# b-die tweaking, timings ok?



## Fry178 (Jan 17, 2022)

finally found the cause for my "instability" (board added 0.01-0.08 Mhz to Bclk after cold boot scramble bios),
im finally able to tweak ram.
i got a corsair 3600c14/1T/1.45v LPX kit (2x8gb), and wanted to double check the timings.
im able to pass 100% of HCI (dos) with 14 flat, but want to tweak all other timings, before running 1000% pass,
and i still have trouble figuring what is interconnected/affected, or what makes (more) sense, vs just going lowest.
trying to go as fast as possible (within reason), but dont need to get the last 0.001% 

5800x in eco mode, Gb Ultra x570, soc 1.05, vddp 0.95, vddg 1.0, proct 40, GD and PD are off.

(14-14-14-14)-30-46/1T
CWL ?
FAW 16
WR 8 (10/12)
RTP 5 (8)
RFC 288/280/272/264/256
RRD S 4, L 4
WTR S 4, L 8
WRRD 1
RDWR 8
cKe 1
RD SCL 4 (3)
WR SCL 4 (3)
WR SC 1, SD 7, DD 7
RD SC 1, SD 5, DD 5


----------



## freeagent (Jan 17, 2022)

Fry178 said:


> soc 1.05, vddp 0.95, vddg 1.0


For 3600?

I would do 1.1 SOC, and for just 1800 I have my VDDG's @ stock as well as CLDO. But for over 1833 I will bump them to .999 IOD @ 1.055, .999 and it runs fine. SOC gets a bump to 1.125 and is good for 1900. I am using the boards default subs for 2133 15-15-15..


----------



## Fry178 (Jan 18, 2022)

yeah, thought that was enough (?!)
have fluctuations, so i tried not to have it go too high, 1.05 is 1.06-1.07 eff,
so i lowered it a bit, as it seemed to mess with usb.

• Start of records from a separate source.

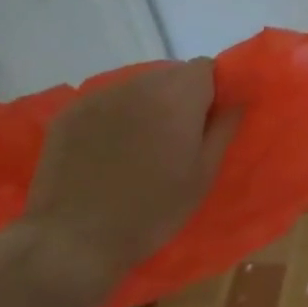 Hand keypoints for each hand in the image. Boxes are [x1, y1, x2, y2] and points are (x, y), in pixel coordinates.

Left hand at [16, 59, 239, 294]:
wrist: (74, 239)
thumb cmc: (153, 209)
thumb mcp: (203, 174)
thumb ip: (223, 129)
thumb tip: (237, 101)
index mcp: (177, 97)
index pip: (205, 67)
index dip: (212, 89)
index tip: (208, 119)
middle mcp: (138, 85)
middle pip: (170, 74)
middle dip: (180, 96)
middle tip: (178, 136)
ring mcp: (99, 97)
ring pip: (138, 87)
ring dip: (147, 105)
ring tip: (141, 145)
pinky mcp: (70, 113)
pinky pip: (106, 102)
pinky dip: (116, 116)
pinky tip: (109, 150) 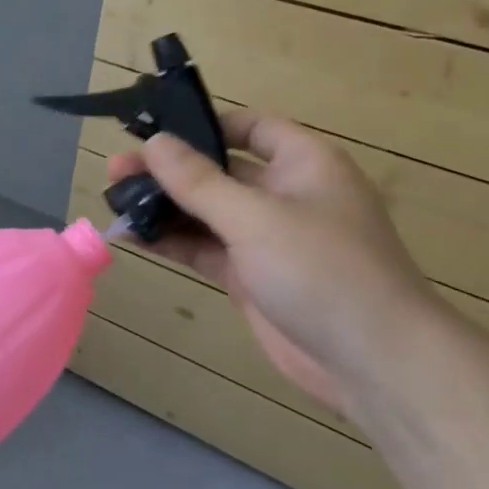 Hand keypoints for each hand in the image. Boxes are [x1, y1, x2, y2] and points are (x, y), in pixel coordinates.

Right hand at [106, 110, 438, 421]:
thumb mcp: (255, 218)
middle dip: (169, 171)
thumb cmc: (323, 271)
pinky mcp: (252, 276)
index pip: (250, 127)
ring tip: (114, 201)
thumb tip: (154, 142)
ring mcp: (267, 238)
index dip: (204, 125)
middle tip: (116, 171)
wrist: (374, 363)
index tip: (155, 131)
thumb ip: (199, 181)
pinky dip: (173, 241)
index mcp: (303, 164)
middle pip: (219, 171)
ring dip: (165, 207)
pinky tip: (134, 236)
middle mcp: (285, 195)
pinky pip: (206, 248)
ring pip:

vddg got set to "amd oc" to 1.05 after i set everything else, so i manually set it to 1v, to match soc.

just trying to see if timings are off, e.g. i set faw to 16, but you and others have higher numbers,
cke to 1 (stable with cl16), but see others running 3-7, and dont know much about things like proc/drv str.
all connected to the higher IF, or just not able to run lower (or even if it makes sense)?


----------



## Ibizadr (Jan 18, 2022)

I have my gskill kit 3600 cl16 to 3800cl14 @1.5v. It's a b die kit so give it a try. I think it's the same chip gskill advertise 3600 cl14 @ 1.45.


----------



## tabascosauz (Jan 18, 2022)

procODT usually no reason to touch if nothing wrong or obscenely off, not a performance enhancer. Same with drive strength unless you want 1T. Same with tCKE, varies with board/kit. None of them exist on a sliding scale where bigger or smaller number is "faster". Also don't copy others' procODT and tCKE *especially* if not single rank like yours.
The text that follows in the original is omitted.